En Rhône Alpes, Bourgogne, PACA, Pays de la Loire, Haute Normandie, Martinique, Ile de France, Poitou Charentes, Alsace, Lorraine, Bretagne, Languedoc Roussillon, Nord Pas de Calais et Centre, des expérimentations ont été avalisées par les ARS et la HAS, et sont donc susceptibles d’être étendues à tout le territoire. En voici la liste (non exhaustive) :

  • La prise en charge des patients atteints d’hépatite chronique C dans le cadre d’une consultation infirmière (Rhône Alpes),
  • La réalisation d’une ponction médulaire en crête iliaque postérieure à visée diagnostique ou thérapeutique par une infirmière (PACA),
  • La réalisation de bilan urodynamique par une infirmière experte en lieu et place d’un médecin (Haute Normandie),
  • Le suivi de patients à risques élevés de mélanome par une infirmière en lieu et place d’un médecin dermatologue (Ile de France),
  • La réalisation d’une consultation infirmière en médecine du voyage (Ile de France),
  • La création d’une consultation infirmière des patients traités par anticancéreux oraux à domicile (Ile de France),
  • L’enregistrement et pré-interprétation en vie du dépistage de l’échographie anormale, des paramètres échocardiographiques thoraciques par une infirmière en lieu et place d’un médecin cardiologue (Alsace),
  • La réalisation d’une réfraction subjective par un opticien en EHPAD en lieu et place d’un ophtalmologiste (Ile de France),
  • La prescription et réalisation de vaccinations, de sérologies, remise des résultats en lieu et place d’un médecin (Ile de France),
  • La création d’une consultation de prédiagnostic ou de suivi des rhumatismes inflammatoires par une infirmière spécialisée en lieu et place d’un médecin (Centre), etc…

Perçu par le Centre national des professions de santé comme une entreprise de démantèlement dela médecine libérale, un "détricotage administratif"pouvant induire une modification du périmètre des professions et des actes, et une remise en cause de la formation initiale et continue, ce point est explosif. Par courrier à Xavier Bertrand, Ministre de la Santé, le Cnps exige le gel de ces accords.

Pris à parti, Xavier Bertrand, Ministre de la Santé, a tout de suite senti le vent du boulet. "Attention danger, une compétence ne se transfère pas, si ces expérimentations commencent à mal partir, cela ne marchera pas” a-t-il répondu au congrès du SML à Toulouse, où Michel Combier était présent et où Michel Chassang, le président de la Csmf, était intervenu. Le ministre s’est engagé à "revoir personnellement toute les listes" d’expérimentations validées par les ARS. "Le transfert de tâches reste une bonne idée à condition qu’il n’aille ni trop vite, ni trop loin, que cela ne concerne pas n’importe quoi n’importe comment", a-t-il reconnu. En matière de Permanence de soins, il faut se garder de tout "hospitalo centrisme” a également ajouté le ministre.“Ce sera super lorsque des opticiens Afflelou iront dans les maisons de retraite pour fournir aux mamies des lunettes rouges comme celles d’Eva Joli” ironise Michel Combier, excédé des dernières déclarations de l’adjointe (PS) au maire de Dijon, préconisant sans rire de recruter des vétérinaires pour pallier le manque de généralistes dans les zones désertifiées du département…

Selon l’analyse de la Csmf, le gouvernement a choisi de confier le pilotage de la coopération interprofessionnelle aux ARS pour contourner le dialogue conventionnel.
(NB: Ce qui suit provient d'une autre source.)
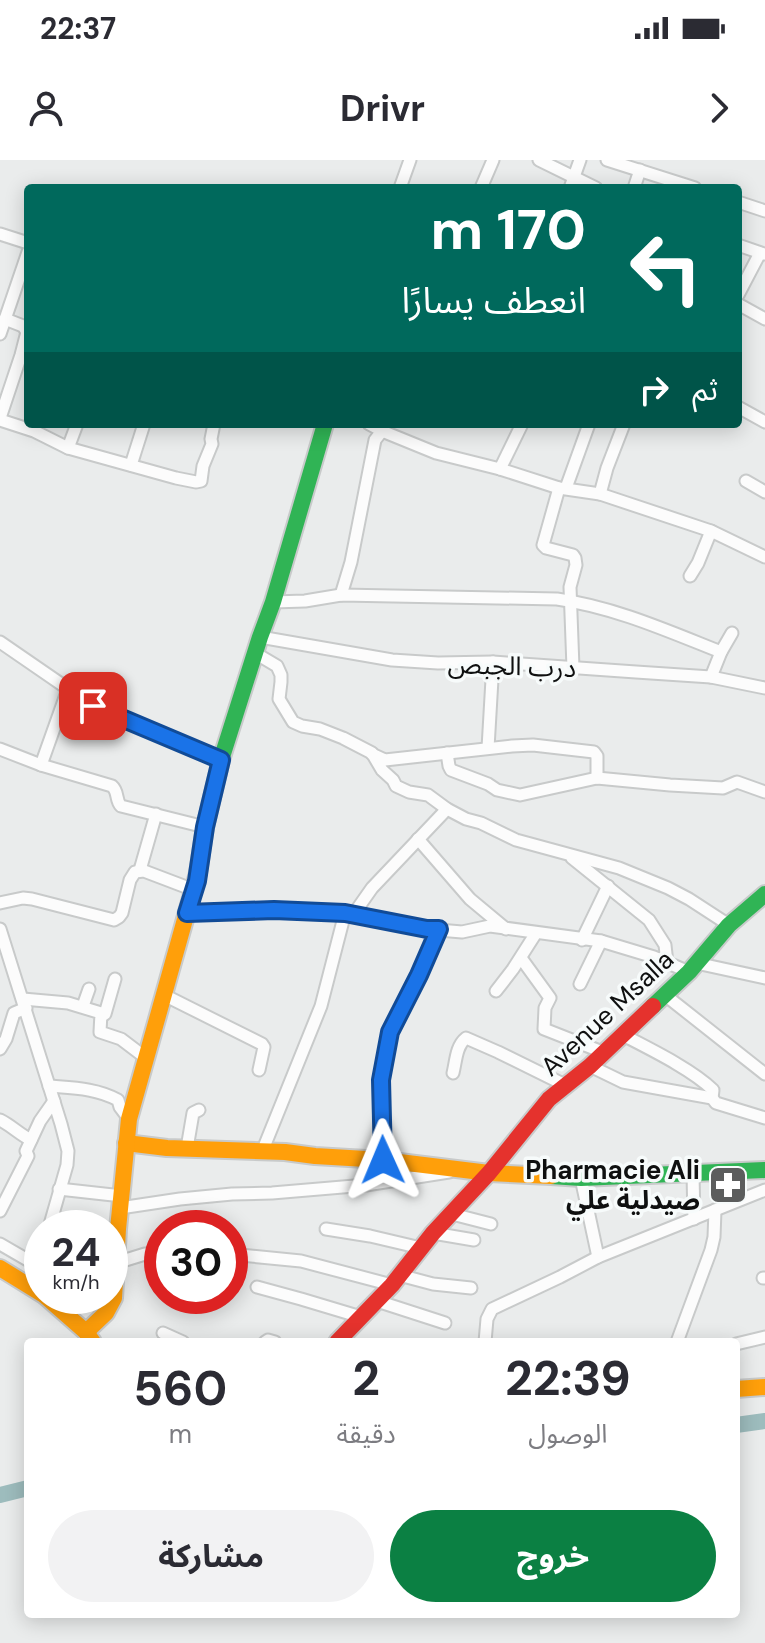 <!DOCTYPE html>
<html lang="ar">
<head>
<meta charset="utf-8">
<style>
  body { margin:0; font-family:"DM Sans","Noto Sans Arabic",sans-serif; background:#f2f2f3; color:#2b2b33; direction:rtl; height:100vh; display:flex; flex-direction:column; font-size:30px; white-space:nowrap }
  * { box-sizing:border-box; margin:0 }
  p { font-size:26px; color:#7c7c81 }
  .icon { flex:none; width:44px; height:44px; fill:none; stroke:currentColor; stroke-width:2; stroke-linecap:round; stroke-linejoin:round }
  .map { position:relative; flex:1; overflow:hidden; direction:ltr }
  .side { position:absolute; left:24px; top:1178px; width:716px; height:280px; display:flex; flex-direction:column; background:#fff; border-radius:8px; box-shadow:0 4px 20px #0003; direction:rtl }
  .side>* { flex:none }
  .hud { position:absolute; left:24px; top:24px; width:718px; height:244px; border-radius:8px; box-shadow:0 4px 20px #0003; direction:rtl; background:#00695c; color:#fff; overflow:hidden }
  .speed { position:absolute; left:24px; top:1050px; display:flex; gap:16px; font-size:40px; font-weight:700; text-align:center }
  .speed>* { display:grid; place-content:center; width:104px; height:104px; border-radius:50%; background:#fff; box-shadow:0 4px 20px #0003; line-height:1 }
  .speed small { font-size:20px; font-weight:400 }
  .speed .limit { border:12px solid #d22; background:#fff; color:#111 }
  .pin { position:absolute; display:grid; place-items:center; width:68px; height:68px; color:#fff; margin:-34px; border-radius:16px; box-shadow:0 4px 12px #0006 }
  .me { position:absolute; width:88px; margin:-44px; rotate:359deg; stroke-linejoin:round; filter:drop-shadow(0 0 6px #0008) }
  .turn { display:flex; align-items:center; gap:28px; height:168px; padding:0 24px; font-size:36px }
  .turn .icon { width:104px; height:104px; stroke-width:2.5 }
  .turn b { display:block; font-size:56px; line-height:68px }
  .then { display:flex; align-items:center; height:76px; padding:0 24px; background:#0003; gap:16px; font-size:30px }
  .eta { display:flex; justify-content:space-evenly; align-items:center; height:136px; text-align:center }
  .eta b { font-size:48px; font-weight:700; line-height:56px }
  .action { display:flex; gap:16px; margin-top:auto; padding:16px 24px }
  .action a { flex:1; height:92px; border-radius:48px; background:#0b8043; color:#fff; font-size:32px; font-weight:700; line-height:92px; text-align:center }
  .action a+a { background:#f2f2f3; color:#2b2b33 }
  .status { display:flex; justify-content:space-between; align-items:center; height:56px; padding:0 40px; background:#fff; direction:ltr }
  .status svg { height:22px; fill:currentColor }
  header { display:flex; justify-content:space-between; align-items:center; height:104px; padding:0 24px; background:#fff; font-size:36px; font-weight:700 }
  .map>svg:first-child { display:block }
  .lines { fill:none; stroke-linecap:round; stroke-linejoin:round }
  .river { stroke:#9dbcbd; stroke-width:16 }
  .street-casing { stroke:#c8caca; stroke-width:15 }
  .fast-casing { stroke:#c8caca; stroke-width:20 }
  .slow-casing { stroke:#c8caca; stroke-width:20 }
  .jam-casing { stroke:#c8caca; stroke-width:20 }
  .street { stroke:#fcfcfc; stroke-width:11 }
  .fast { stroke:#30b455; stroke-width:16 }
  .slow { stroke:#ff9f0a; stroke-width:16 }
  .jam { stroke:#e5322d; stroke-width:16 }
  .route-casing { stroke:#114b97; stroke-width:20 }
  .route { stroke:#1a73e8; stroke-width:14 }
  .labels { text-anchor:middle; stroke-width:7; stroke-linejoin:round; paint-order:stroke }
  .street-label { font-size:26px; fill:#0f1010; stroke:#f7fbfb }
  .poi-label { font-size:26px; font-weight:bold; fill:#0f1010; stroke:#f7fbfb; text-anchor:end }
</style>
</head>
<body>
<div class="status"><b>22:37</b><svg viewBox="0 0 49 12"><path d="M0 12V9h3v3zM5 12V6h3v6zM10 12V3h3v9zM15 12V0h3v12zM26 1h20v11H26zM47 4h2v5h-2z"/></svg></div>
<header><svg class="icon" aria-label="forward" viewBox="0 0 24 24"><path d="M9 5l7 7-7 7"/></svg>Drivr<svg class="icon" aria-label="person" viewBox="0 0 24 24"><circle cx="12" cy="8" r="4"/><path d="M4 21q1-7 8-7t8 7"/></svg></header>
<div class="map">
<svg width="765" height="1483" viewBox="0 0 765 1483">
  <rect width="100%" height="100%" fill="#eaecec"/>
  <g class="lines">
    <!-- river -->
    <g class="river">
      <polyline points="736,1265 765,1261"/>
      <polyline points="0,1335 28,1328"/>
    </g>
    <!-- street casing -->
    <g class="street-casing">
      <g id="street">
        <polyline points="539,0 596,28"/>
        <polyline points="607,0 695,28"/>
        <polyline points="400,28 410,0"/>
        <polyline points="481,28 493,0"/>
        <polyline points="570,28 580,0"/>
        <polyline points="634,28 640,10"/>
        <polyline points="738,42 765,51"/>
        <polyline points="0,74 28,83"/>
        <polyline points="738,85 764,94"/>
        <polyline points="738,135 760,93"/>
        <polyline points="738,144 765,159"/>
        <polyline points="0,174 28,92"/>
        <polyline points="738,247 765,262"/>
        <polyline points="0,258 21,195 27,172 23,166 5,159"/>
        <polyline points="0,260 34,271 68,288 176,318 196,322 201,321 203,306 212,284 211,279 214,264"/>
        <polyline points="369,264 382,271 436,293 500,309 559,328 600,334 711,371 765,397"/>
        <polyline points="68,288 77,264"/>
        <polyline points="131,305 144,264"/>
        <polyline points="500,309 522,264"/>
        <polyline points="746,321 765,332"/>
        <polyline points="559,328 543,385 546,388 573,395 575,398 576,405 570,427 573,508"/>
        <polyline points="566,328 589,264"/>
        <polyline points="600,334 607,308 624,264"/>
        <polyline points="690,416 698,403 711,371"/>
        <polyline points="341,435 351,402 375,280 382,271 383,265"/>
        <path d="M273 442 305 441 341 435 557 439C614 447 668 471 721 492"/>
        <polyline points="260,477 392,500 438,503 493,502 636,512 711,517 765,528"/>
        <polyline points="0,482 93,546 221,600"/>
        <polyline points="255,493 277,506 281,515 281,522 279,539 293,562 302,566 320,569 343,578 372,593 382,610 393,620 396,626 409,632 428,635 447,649 466,659 481,663 516,680 619,708 668,728 689,739 729,765"/>
        <polyline points="711,517 721,492 732,473"/>
        <polyline points="488,588 493,502"/>
        <path d="M0 589 41 605 112 626C119 632 115 640 121 646L205 667"/>
        <polyline points="447,593 449,606 451,610 488,624 497,630 520,635 597,618 670,625 723,628 737,622 765,632"/>
        <polyline points="372,594 385,600 512,586 533,585 594,592 597,596 597,618"/>
        <polyline points="41,605 68,529"/>
        <polyline points="418,679 470,739 506,769"/>
        <polyline points="572,698 649,760 665,785 667,803"/>
        <polyline points="140,710 156,654"/>
        <polyline points="0,743 23,738 32,739 114,760 119,757 122,753 130,720 135,712 144,711 194,730"/>
        <polyline points="187,753 274,750 345,753 427,769 462,772 490,766 601,781 654,797 689,812"/>
        <polyline points="353,755 372,728 447,649"/>
        <polyline points="0,769 61,964 68,991 67,1005 49,1068"/>
        <polyline points="582,780 608,726"/>
        <polyline points="521,798 550,838 545,848 544,869 605,893"/>
        <polyline points="696,803 765,818"/>
        <polyline points="580,824 601,781"/>
        <polyline points="496,831 513,809 536,773"/>
        <polyline points="164,835 262,884 264,887 259,910"/>
        <polyline points="665,835 765,914"/>
        <polyline points="23,839 68,843 101,853 100,872 121,879 146,898"/>
        <polyline points="83,846 89,829"/>
        <polyline points="102,856 105,854 115,819"/>
        <path d="M623 875C650 889 693 910 713 930L712 938"/>
        <polyline points="0,889 6,879 14,853 26,848"/>
        <polyline points="590,906 623,922 712,938 716,943 765,958"/>
        <path d="M453 913C456 901 456 886 466 878L498 892 565 925"/>
        <path d="M49 926C73 928 96 928 118 940L120 947 129 959"/>
        <path d="M0 960C12 966 19 974 31 980"/>
        <polyline points="187,988 193,953 199,950"/>
        <polyline points="262,992 321,846 345,753"/>
        <polyline points="383,1000 381,920 390,872 419,815 439,769"/>
        <polyline points="693,1014 694,1059"/>
        <polyline points="581,1018 598,1097"/>
        <polyline points="59,1029 122,1036"/>
        <polyline points="120,1048 180,1039 232,1034 272,1033 366,1025 449,1012"/>
        <polyline points="0,1051 28,996 26,991 40,961 54,941"/>
        <polyline points="452,1054 491,1064"/>
        <polyline points="326,1069 370,1076 421,1088"/>
        <polyline points="433,1073 474,1080"/>
        <polyline points="0,1084 38,1106"/>
        <polyline points="230,1094 301,1101 392,1125"/>
        <polyline points="116,1103 145,1094 162,1093"/>
        <polyline points="399,1115 433,1124 471,1128"/>
        <polyline points="763,1118 765,1118"/>
        <polyline points="29,1125 38,1106 42,1093"/>
        <polyline points="257,1127 301,1139 361,1157"/>
        <polyline points="377,1141 445,1163"/>
        <polyline points="163,1173 183,1182"/>
        <polyline points="265,1182 268,1180 275,1182"/>
        <polyline points="485,1182 487,1159 492,1149 560,1117 598,1097 765,1030"/>
        <polyline points="677,1182 711,1090 714,1077 715,1050"/>
        <polyline points="736,1184 765,1177"/>
      </g>
    </g>
    <!-- fast casing -->
    <g class="fast-casing">
      <g id="fast">
        <polyline points="198,713 205,667 221,600 260,477 273,442 325,264"/>
        <polyline points="653,846 689,812 729,765 765,734"/>
        <polyline points="551,1016 581,1018 765,1010"/>
      </g>
    </g>
    <!-- slow casing -->
    <g class="slow-casing">
      <g id="slow">
        <polyline points="126,983 167,988 285,992 315,996 383,1000 489,1013 551,1016"/>
        <polyline points="0,1108 42,1134"/>
        <polyline points="45,1136 86,1172 93,1182"/>
        <polyline points="86,1172 106,1153 114,1138 118,1069 129,959 198,713"/>
        <polyline points="736,1229 765,1227"/>
      </g>
    </g>
    <!-- jam casing -->
    <g class="jam-casing">
      <polyline id="jam" points="337,1182 392,1125 433,1073 489,1013 549,939 590,906 653,846"/>
    </g>
    <!-- street -->
    <use href="#street" class="street"/>
    <!-- fast -->
    <use href="#fast" class="fast"/>
    <!-- slow -->
    <use href="#slow" class="slow"/>
    <!-- jam -->
    <use href="#jam" class="jam"/>
  </g>
  <g class="lines">
    <!-- route casing -->
    <g class="route-casing">
      <polyline id="route" points="93,546 221,600 205,667 197,721 187,753 274,750 345,753 427,769 439,769 419,815 390,872 381,920 383,1000"/>
    </g>
    <!-- route -->
    <use href="#route" class="route"/>
  </g>
  <!-- icons -->
  <defs>
    <g id="pharmacy-square" transform="scale(2)"><rect x="-9" y="-9" width="18" height="18" rx="4" fill="#5c5d5d" stroke="#f7fbfb"/><path d="M-2-6h4v4h4v4h-4v4h-4v-4h-4v-4h4Z" fill="#fff"/></g>
  </defs>
  <g fill-rule="evenodd">
    <use href="#pharmacy-square" x="728" y="1025"/>
  </g>
  <g class="labels">
    <!-- street labels -->
    <g class="street-label">
      <text transform="translate(512 506) rotate(2)" y="9">درب الجبص</text>
      <text transform="translate(607 853) rotate(-43)" y="9">Avenue Msalla</text>
    </g>
    <!-- poi labels -->
    <g class="poi-label">
      <text x="700" y="1019">Pharmacie Ali<tspan x="700" dy="30">صيدلية علي</tspan></text>
    </g>
  </g>
</svg>
<div class="speed"><div>24<small>km/h</small></div><div class="limit">30</div></div>
<div class="pin" style="left:93px;top:546px;background:#d93025"><svg class="icon" aria-label="arrive" viewBox="0 0 24 24"><path d="M6 21V4h12l-3 4 3 4H6"/></svg></div>
<svg class="me" style="left:383px;top:1000px" viewBox="-20 -20 40 40"><path d="M0-17L14 15 0 8-14 15z" fill="#1a73e8" stroke="#fff" stroke-width="4"/></svg>
<div class="hud">
<div class="turn"><svg class="icon" aria-label="left" viewBox="0 0 24 24"><path d="M17 20v-9H6M10 6l-5 5 5 5"/></svg><div><b>170 m</b>انعطف يسارًا</div></div>
<div class="then">ثم<svg class="icon" aria-label="right" viewBox="0 0 24 24"><path d="M7 20v-9h11M14 6l5 5-5 5"/></svg></div>
</div>
<section class="side">
<div class="eta">
<div><b>22:39</b><p>الوصول</p></div>
<div><b>2</b><p>دقيقة</p></div>
<div><b>560</b><p>m</p></div>
</div>
<div class="action"><a>خروج</a><a>مشاركة</a></div>
</section>
</div>
</body>
</html>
Et donc la nécessité de conclure un accord cadre interprofessionnel (Acip) pour généraliser un partenariat entre professions de santé. Les discussions autour de cet accord ont repris entre l’Unps (Union nationale des professions de santé) et l’Uncam (Union natinale des caisses d’assurance maladie) en juillet dernier, depuis la nomination d’Alain Bergeau à la tête de l’Unps. Cet accord, souligne la Csmf, permettrait de mieux coordonner les interventions des différents professionnels autour du patient. L’Acip devra ainsi être en accord avec les différentes conventions signées par les différentes professions. « C’est une autre logique, respectueuse des champs de compétence de professions, qui renforcera une prise en charge coordonnée du patient », insiste la Csmf.